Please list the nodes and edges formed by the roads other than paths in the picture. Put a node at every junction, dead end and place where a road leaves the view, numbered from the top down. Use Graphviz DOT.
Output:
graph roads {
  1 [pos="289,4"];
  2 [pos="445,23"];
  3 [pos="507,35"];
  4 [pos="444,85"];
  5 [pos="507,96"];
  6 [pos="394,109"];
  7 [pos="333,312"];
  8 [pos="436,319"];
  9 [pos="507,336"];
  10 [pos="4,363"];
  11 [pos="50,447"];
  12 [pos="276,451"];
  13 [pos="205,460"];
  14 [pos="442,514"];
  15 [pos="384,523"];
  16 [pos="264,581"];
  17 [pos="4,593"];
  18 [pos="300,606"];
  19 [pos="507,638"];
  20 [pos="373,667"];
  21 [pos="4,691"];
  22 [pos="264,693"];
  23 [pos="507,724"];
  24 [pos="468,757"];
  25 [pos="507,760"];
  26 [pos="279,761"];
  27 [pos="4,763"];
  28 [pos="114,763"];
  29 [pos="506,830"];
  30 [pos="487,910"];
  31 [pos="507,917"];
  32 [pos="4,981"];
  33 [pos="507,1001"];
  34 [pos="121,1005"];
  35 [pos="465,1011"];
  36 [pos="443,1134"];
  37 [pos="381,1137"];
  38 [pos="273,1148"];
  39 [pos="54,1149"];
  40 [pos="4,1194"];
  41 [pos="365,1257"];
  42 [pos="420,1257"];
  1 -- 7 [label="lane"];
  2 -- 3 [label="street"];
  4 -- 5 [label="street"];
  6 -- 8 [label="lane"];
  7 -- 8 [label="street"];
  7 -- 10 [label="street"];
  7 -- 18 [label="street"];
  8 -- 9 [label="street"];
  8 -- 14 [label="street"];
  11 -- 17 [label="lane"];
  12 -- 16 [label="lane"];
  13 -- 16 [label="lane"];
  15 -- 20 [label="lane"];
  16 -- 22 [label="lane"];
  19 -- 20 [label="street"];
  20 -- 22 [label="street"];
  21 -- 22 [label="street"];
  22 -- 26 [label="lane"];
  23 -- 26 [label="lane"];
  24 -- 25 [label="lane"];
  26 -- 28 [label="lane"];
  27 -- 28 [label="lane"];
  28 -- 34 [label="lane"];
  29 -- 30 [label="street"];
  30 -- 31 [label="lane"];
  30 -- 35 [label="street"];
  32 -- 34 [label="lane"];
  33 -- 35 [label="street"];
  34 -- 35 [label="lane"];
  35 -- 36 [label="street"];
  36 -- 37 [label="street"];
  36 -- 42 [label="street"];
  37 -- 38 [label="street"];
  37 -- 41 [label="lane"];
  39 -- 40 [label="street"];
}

● ● ● ●

Every entry must be duplicated exactly as it stands.

Please list the nodes and edges formed by the roads other than paths in the picture. Put a node at every junction, dead end and place where a road leaves the view, numbered from the top down. Use Graphviz DOT.
Output:
graph roads {
  1 [pos="289,4"];
  2 [pos="445,23"];
  3 [pos="507,35"];
  4 [pos="444,85"];
  5 [pos="507,96"];
  6 [pos="394,109"];
  7 [pos="333,312"];
  8 [pos="436,319"];
  9 [pos="507,336"];
  10 [pos="4,363"];
  11 [pos="50,447"];
  12 [pos="276,451"];
  13 [pos="205,460"];
  14 [pos="442,514"];
  15 [pos="384,523"];
  16 [pos="264,581"];
  17 [pos="4,593"];
  18 [pos="300,606"];
  19 [pos="507,638"];
  20 [pos="373,667"];
  21 [pos="4,691"];
  22 [pos="264,693"];
  23 [pos="507,724"];
  24 [pos="468,757"];
  25 [pos="507,760"];
  26 [pos="279,761"];
  27 [pos="4,763"];
  28 [pos="114,763"];
  29 [pos="506,830"];
  30 [pos="487,910"];
  31 [pos="507,917"];
  32 [pos="4,981"];
  33 [pos="507,1001"];
  34 [pos="121,1005"];
  35 [pos="465,1011"];
  36 [pos="443,1134"];
  37 [pos="381,1137"];
  38 [pos="273,1148"];
  39 [pos="54,1149"];
  40 [pos="4,1194"];
  41 [pos="365,1257"];
  42 [pos="420,1257"];
  1 -- 7 [label="lane"];
  2 -- 3 [label="street"];
  4 -- 5 [label="street"];
  6 -- 8 [label="lane"];
  7 -- 8 [label="street"];
  7 -- 10 [label="street"];
  7 -- 18 [label="street"];
  8 -- 9 [label="street"];
  8 -- 14 [label="street"];
  11 -- 17 [label="lane"];
  12 -- 16 [label="lane"];
  13 -- 16 [label="lane"];
  15 -- 20 [label="lane"];
  16 -- 22 [label="lane"];
  19 -- 20 [label="street"];
  20 -- 22 [label="street"];
  21 -- 22 [label="street"];
  22 -- 26 [label="lane"];
  23 -- 26 [label="lane"];
  24 -- 25 [label="lane"];
  26 -- 28 [label="lane"];
  27 -- 28 [label="lane"];
  28 -- 34 [label="lane"];
  29 -- 30 [label="street"];
  30 -- 31 [label="lane"];
  30 -- 35 [label="street"];
  32 -- 34 [label="lane"];
  33 -- 35 [label="street"];
  34 -- 35 [label="lane"];
  35 -- 36 [label="street"];
  36 -- 37 [label="street"];
  36 -- 42 [label="street"];
  37 -- 38 [label="street"];
  37 -- 41 [label="lane"];
  39 -- 40 [label="street"];
}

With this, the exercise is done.